I’ve had some dry Rieslings from warm vintages grown in hot spots and Riesling really doesn’t hide its alcohol well. 13,5% starts to be at the high extreme and 14% sounds just boozy. Some Austrian Rieslings can be impressive, but nowadays most Wachau Smaragd Rieslings tend to be just blowzy and anonymously fruited.

I suppose you know what is grape overripeness? It’s the point where the grape is lacking acidity, is too high in potential alcohol and the variety has lost its varietal flavors, becoming just flabby with anonymous fruit flavors (jammy red fruit with red grapes, marmaladey candy and canned exotic fruits with white grapes).
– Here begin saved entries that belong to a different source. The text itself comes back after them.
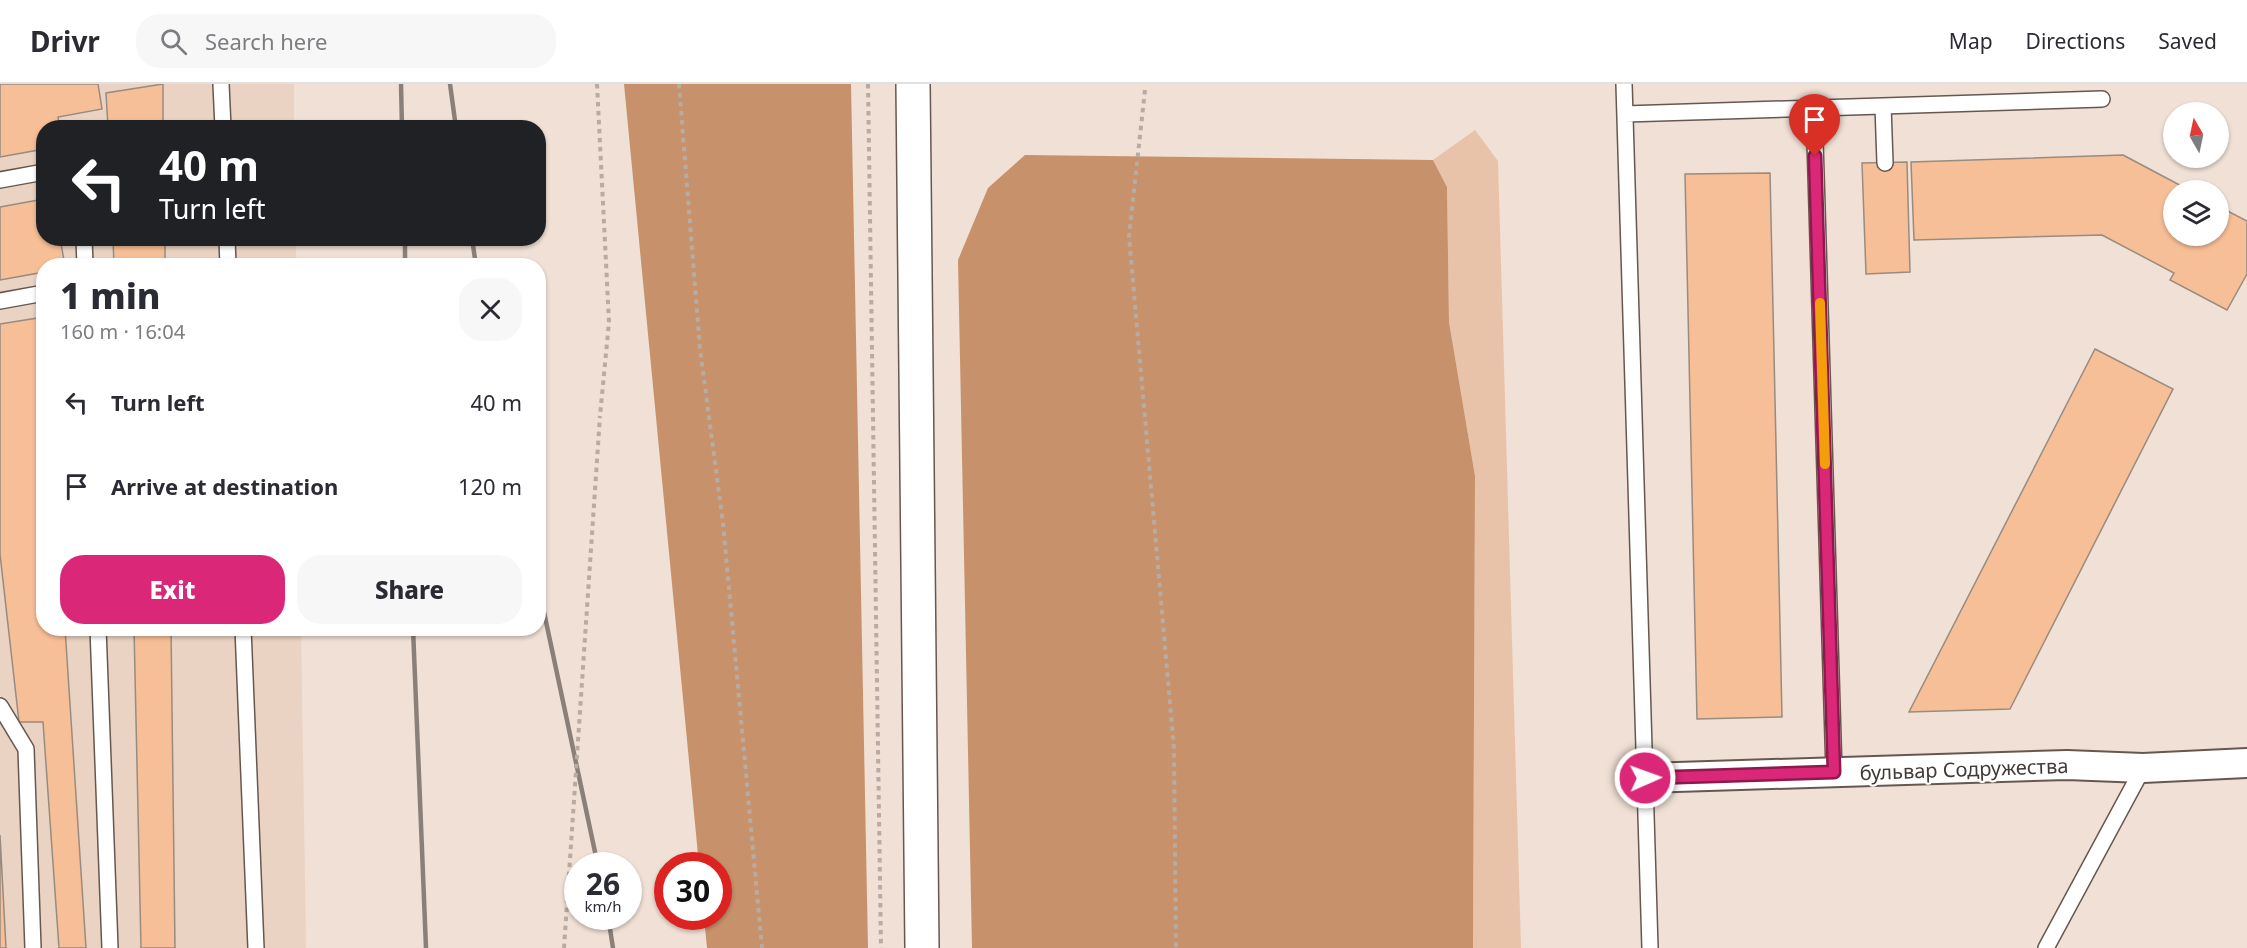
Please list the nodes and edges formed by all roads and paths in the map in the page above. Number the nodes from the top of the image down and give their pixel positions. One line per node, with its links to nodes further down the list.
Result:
1 (221, 84): 12 (lane)
2 (597, 84): 28 (path, bridge)
3 (679, 84): 29 (path)
4 (868, 84): 30 (path)
5 (913, 84): 31 (street)
6 (1624, 84): 11 (lane)
7 (1145, 90): 32 (path)
8 (2102, 99): 9 (lane)
9 (1883, 106): 10 (lane); 13 (lane)
10 (1814, 108): 11 (lane); 23 (lane)
11 (1624, 114): 24 (lane)
12 (223, 120)
13 (1884, 163)
14 (36, 173): 15 (lane)
15 (0, 180)
16 (36, 294): 17 (lane)
17 (0, 301)
18 (98, 636): 26 (lane)
19 (243, 636): 27 (lane)
20 (0, 706): 25 (lane)
21 (2247, 763): 22 (street, бульвар Содружества)
22 (2143, 768): 23 (street, бульвар Содружества); 34 (lane)
23 (1834, 772): 24 (street, бульвар Содружества)
24 (1645, 778): 33 (lane)
25 (33, 948)
26 (110, 948)
27 (256, 948)
28 (564, 948)
29 (762, 948)
30 (881, 948)
31 (922, 948)
32 (1176, 948)
33 (1650, 948)
34 (2046, 948)

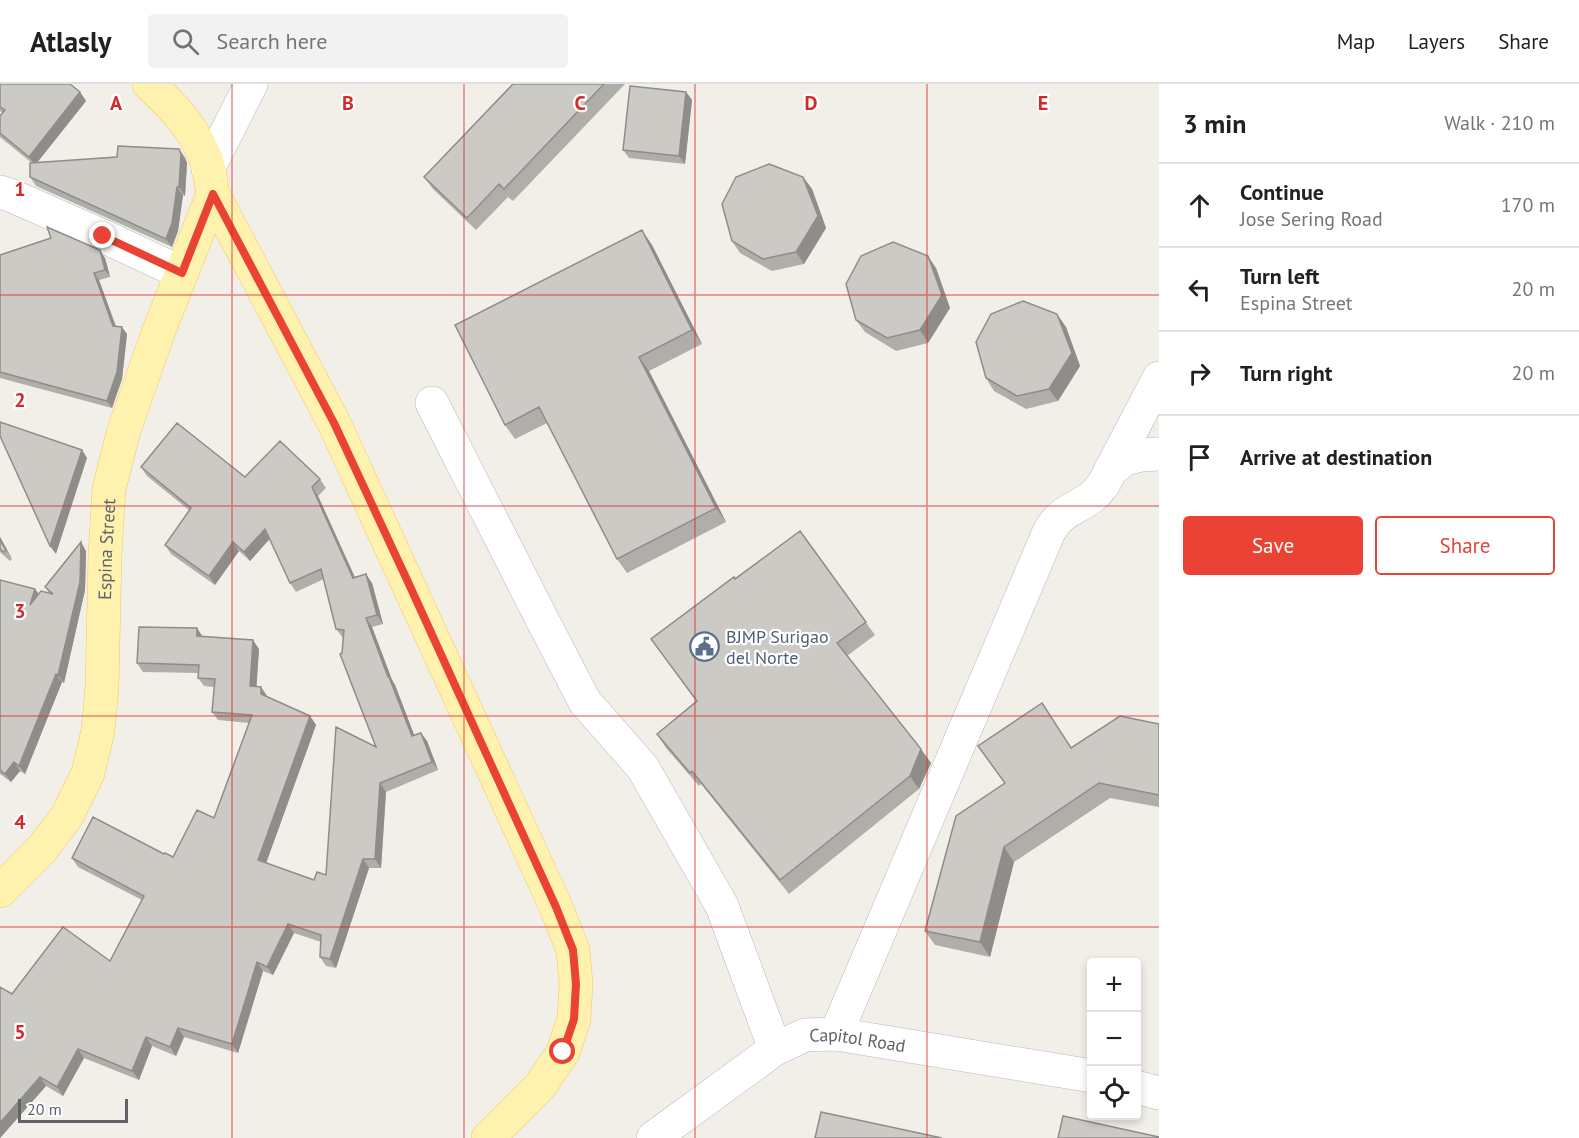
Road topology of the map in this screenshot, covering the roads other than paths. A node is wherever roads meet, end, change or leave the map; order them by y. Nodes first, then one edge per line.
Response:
1 (149, 84) edge
2 (251, 84) edge
3 (211, 182) junction
4 (0, 192) edge
5 (182, 273) junction
6 (1159, 378) edge
7 (432, 404) dead end
8 (1159, 454) edge
9 (1110, 471) junction
10 (0, 891) edge
11 (836, 1034) junction
12 (775, 1048) junction
13 (1087, 1075) edge
14 (1141, 1088) edge
15 (1159, 1093) edge
16 (488, 1138) edge
17 (653, 1138) edge

1 - 3 main road
2 - 3 street
3 - 5 main road, Espina Street
3 - 16 main road
4 - 5 street
5 - 10 main road, Espina Street
6 - 9 street
7 - 12 street
8 - 9 street
9 - 11 street
11 - 12 street, Capitol Road
11 - 13 street, Capitol Road
12 - 17 street, Capitol Road
14 - 15 street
Some grape varieties seem to be able to withstand prolonged harvests without ever going to overripeness, but Riesling certainly can go there in too warm climates / temperatures. What you are describing as a sweet spot sounds more like a threshold of overripeness. If I see a 14% Riesling in a shop, I’m very sure to leave it untouched.
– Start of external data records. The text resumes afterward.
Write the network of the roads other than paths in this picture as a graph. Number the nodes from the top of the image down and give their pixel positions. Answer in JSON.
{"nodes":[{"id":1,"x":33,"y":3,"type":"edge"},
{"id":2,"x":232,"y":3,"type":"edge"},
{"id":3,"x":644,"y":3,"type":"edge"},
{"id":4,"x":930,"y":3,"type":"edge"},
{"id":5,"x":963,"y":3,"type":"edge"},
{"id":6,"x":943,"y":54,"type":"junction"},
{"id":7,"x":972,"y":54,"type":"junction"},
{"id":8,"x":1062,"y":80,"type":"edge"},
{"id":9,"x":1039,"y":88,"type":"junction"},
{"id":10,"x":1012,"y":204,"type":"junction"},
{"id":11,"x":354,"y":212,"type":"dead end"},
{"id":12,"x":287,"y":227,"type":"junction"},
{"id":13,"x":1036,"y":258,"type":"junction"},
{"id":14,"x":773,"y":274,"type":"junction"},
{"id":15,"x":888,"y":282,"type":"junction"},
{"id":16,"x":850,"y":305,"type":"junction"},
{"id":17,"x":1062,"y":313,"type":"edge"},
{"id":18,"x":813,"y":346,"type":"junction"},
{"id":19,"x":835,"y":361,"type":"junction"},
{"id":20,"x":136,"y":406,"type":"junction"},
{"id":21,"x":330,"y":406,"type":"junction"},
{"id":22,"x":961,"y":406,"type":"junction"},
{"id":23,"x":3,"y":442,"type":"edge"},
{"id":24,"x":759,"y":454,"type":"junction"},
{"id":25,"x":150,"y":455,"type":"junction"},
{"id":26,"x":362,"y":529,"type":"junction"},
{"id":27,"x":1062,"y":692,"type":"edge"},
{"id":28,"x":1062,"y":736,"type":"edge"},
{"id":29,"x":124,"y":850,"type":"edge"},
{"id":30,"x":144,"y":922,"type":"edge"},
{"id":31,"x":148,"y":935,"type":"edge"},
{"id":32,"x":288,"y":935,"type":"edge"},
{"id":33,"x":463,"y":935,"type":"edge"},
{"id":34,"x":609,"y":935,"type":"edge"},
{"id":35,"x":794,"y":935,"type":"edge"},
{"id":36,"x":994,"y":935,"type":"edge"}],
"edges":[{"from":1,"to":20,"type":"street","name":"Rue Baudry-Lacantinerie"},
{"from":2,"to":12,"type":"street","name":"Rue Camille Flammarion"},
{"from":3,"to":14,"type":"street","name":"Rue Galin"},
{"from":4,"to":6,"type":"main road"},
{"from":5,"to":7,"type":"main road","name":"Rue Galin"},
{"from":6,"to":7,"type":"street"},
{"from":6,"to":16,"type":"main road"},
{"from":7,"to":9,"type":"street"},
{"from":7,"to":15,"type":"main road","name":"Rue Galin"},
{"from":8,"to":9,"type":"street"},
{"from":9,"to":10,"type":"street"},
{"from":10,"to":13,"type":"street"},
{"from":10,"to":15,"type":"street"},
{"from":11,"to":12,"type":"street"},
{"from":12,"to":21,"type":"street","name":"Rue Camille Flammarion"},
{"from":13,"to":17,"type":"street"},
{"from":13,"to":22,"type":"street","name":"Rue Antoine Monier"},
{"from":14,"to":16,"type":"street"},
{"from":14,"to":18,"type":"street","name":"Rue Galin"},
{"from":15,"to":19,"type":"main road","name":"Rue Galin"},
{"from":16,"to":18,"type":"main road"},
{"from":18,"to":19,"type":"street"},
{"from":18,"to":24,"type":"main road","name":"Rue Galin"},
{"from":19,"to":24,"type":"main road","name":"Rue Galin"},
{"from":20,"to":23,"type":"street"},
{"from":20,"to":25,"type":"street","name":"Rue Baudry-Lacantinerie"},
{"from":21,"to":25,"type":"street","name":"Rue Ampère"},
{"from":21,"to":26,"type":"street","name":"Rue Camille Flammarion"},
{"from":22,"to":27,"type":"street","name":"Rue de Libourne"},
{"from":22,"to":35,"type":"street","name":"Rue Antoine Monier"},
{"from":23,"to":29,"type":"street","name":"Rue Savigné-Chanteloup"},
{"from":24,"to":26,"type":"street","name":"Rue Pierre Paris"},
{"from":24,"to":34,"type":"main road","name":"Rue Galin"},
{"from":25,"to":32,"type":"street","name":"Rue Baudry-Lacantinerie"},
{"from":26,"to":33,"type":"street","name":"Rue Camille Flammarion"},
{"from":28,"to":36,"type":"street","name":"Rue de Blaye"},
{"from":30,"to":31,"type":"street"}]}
I really don’t understand why you want to produce lower-acid wines with high alcohol and then use cool-climate high-acidity variety like Riesling for such job. That makes literally zero sense.

And I really didn’t understand your point on winemakers not being able to make wines without extreme acidity in the Old World.

Have you watched news? The current problem is that most producers can’t really make much high-acid Riesling in the Old World because of the constantly warmer climates. They’d want to make wines with racy acidities, but they can’t and they are upset because their Riesling are turning flabby, blowzy and boozy.

Maybe you’re not my customer then. High acid is easy, just pick earlier. I prefer to pick reds early and whites later. Just my personal preference as to the style I like.

There’s no right or wrong.

Oh my god. :smiley: [winner.gif]

If that is so easy, why haven’t the German people realized that sooner? Why they aren’t picking the grapes earlier?

Maybe - just maybe - picking early might not be the solution?

I totally agree. [wink.gif]

[snort.gif]

“Viticulture: An introduction to commercial grape growing for wine production” by Stephen Skelton MW is on sale at Amazon for $28.

I don’t agree with a lot of what you’ve said in this thread, but this part really does not make sense, for so many reasons.

It does make sense, but oftentimes not good wines.

Adam, when do you think your Riesling will be ready? Instead of debating whether or not you have a good strategy, I’d rather just taste the wine!

But will Otto buy it?

Why not? It might come handy since I have couple of hybrid vines growing nearby. :smiley:

Thanks, answer is I don’t know exactly. I’m picking this harvest for first time. Riesling is at 17 Brix right now, so has ways to go. Prob another 5 weeks of hanging. Fall 2020? But I wouldn’t be surprised if it needs more time, so 2021 prob a better bet. Or maybe never, if it turns out crap. [cheers.gif]

Oh, I drank this a month or so ago. Recommended by K&L when I asked for a dry one. Again, their definition of dry differs from mine… Certainly not Knochentrocken [wink.gif] . To me, this was off dry, leaning into sweetness. But it was decent. Not as good as the Julian Schaal I bought a few months earlier, but same level of sweetness, I would say. This was a Nahe/Rhine Riesling, apparently. Not sure what the difference is from Mosel region, but I’m assuming not as prestigious?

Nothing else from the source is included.